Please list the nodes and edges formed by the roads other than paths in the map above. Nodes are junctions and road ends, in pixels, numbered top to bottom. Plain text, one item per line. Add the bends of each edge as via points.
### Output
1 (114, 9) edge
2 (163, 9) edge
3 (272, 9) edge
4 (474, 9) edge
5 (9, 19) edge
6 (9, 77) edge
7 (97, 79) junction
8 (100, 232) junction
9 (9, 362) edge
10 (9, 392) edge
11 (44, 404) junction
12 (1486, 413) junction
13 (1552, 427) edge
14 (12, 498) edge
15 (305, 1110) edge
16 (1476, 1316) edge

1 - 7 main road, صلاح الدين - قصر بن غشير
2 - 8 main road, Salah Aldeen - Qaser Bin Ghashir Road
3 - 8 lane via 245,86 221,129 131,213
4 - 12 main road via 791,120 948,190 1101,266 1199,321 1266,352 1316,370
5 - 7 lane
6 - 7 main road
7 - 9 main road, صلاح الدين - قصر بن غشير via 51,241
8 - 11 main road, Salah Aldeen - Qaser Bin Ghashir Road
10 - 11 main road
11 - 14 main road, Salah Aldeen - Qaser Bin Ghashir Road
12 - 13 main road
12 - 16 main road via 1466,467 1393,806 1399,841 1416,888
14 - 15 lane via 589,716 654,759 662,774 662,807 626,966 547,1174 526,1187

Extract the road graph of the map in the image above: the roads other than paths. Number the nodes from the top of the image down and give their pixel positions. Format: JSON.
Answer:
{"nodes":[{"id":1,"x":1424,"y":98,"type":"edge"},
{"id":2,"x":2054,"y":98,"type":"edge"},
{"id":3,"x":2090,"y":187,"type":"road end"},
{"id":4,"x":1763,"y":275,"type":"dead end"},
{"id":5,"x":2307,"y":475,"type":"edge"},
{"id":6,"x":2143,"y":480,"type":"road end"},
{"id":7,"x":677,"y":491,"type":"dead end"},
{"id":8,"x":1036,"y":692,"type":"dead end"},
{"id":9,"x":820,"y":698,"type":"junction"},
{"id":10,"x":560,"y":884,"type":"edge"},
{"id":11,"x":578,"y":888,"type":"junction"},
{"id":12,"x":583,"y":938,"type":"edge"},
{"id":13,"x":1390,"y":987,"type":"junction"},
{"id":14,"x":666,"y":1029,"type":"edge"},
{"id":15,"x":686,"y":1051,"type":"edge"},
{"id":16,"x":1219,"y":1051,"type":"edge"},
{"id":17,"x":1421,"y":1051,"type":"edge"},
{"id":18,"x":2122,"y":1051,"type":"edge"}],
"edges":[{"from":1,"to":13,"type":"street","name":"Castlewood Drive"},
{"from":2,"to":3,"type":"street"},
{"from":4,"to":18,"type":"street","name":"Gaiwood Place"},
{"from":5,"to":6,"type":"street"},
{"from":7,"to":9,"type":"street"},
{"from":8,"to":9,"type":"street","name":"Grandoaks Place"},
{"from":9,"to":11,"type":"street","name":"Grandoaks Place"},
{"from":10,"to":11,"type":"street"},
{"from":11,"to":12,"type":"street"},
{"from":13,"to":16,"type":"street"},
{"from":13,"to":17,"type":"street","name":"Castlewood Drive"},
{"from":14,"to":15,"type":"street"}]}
----
→ **Assigned task**: The answer should be an exact copy of the lines from the first line of the data through the line with "Extract the road" and should contain nothing else.

→ **Output of the task**:
Please list the nodes and edges formed by the roads other than paths in the map above. Nodes are junctions and road ends, in pixels, numbered top to bottom. Plain text, one item per line. Add the bends of each edge as via points.
### Output
1 (114, 9) edge
2 (163, 9) edge
3 (272, 9) edge
4 (474, 9) edge
5 (9, 19) edge
6 (9, 77) edge
7 (97, 79) junction
8 (100, 232) junction
9 (9, 362) edge
10 (9, 392) edge
11 (44, 404) junction
12 (1486, 413) junction
13 (1552, 427) edge
14 (12, 498) edge
15 (305, 1110) edge
16 (1476, 1316) edge

1 - 7 main road, صلاح الدين - قصر بن غشير
2 - 8 main road, Salah Aldeen - Qaser Bin Ghashir Road
3 - 8 lane via 245,86 221,129 131,213
4 - 12 main road via 791,120 948,190 1101,266 1199,321 1266,352 1316,370
5 - 7 lane
6 - 7 main road
7 - 9 main road, صلاح الدين - قصر بن غشير via 51,241
8 - 11 main road, Salah Aldeen - Qaser Bin Ghashir Road
10 - 11 main road
11 - 14 main road, Salah Aldeen - Qaser Bin Ghashir Road
12 - 13 main road
12 - 16 main road via 1466,467 1393,806 1399,841 1416,888
14 - 15 lane via 589,716 654,759 662,774 662,807 626,966 547,1174 526,1187

Extract the road graph of the map in the image above: the roads other than paths. Number the nodes from the top of the image down and give their pixel positions. Format: JSON.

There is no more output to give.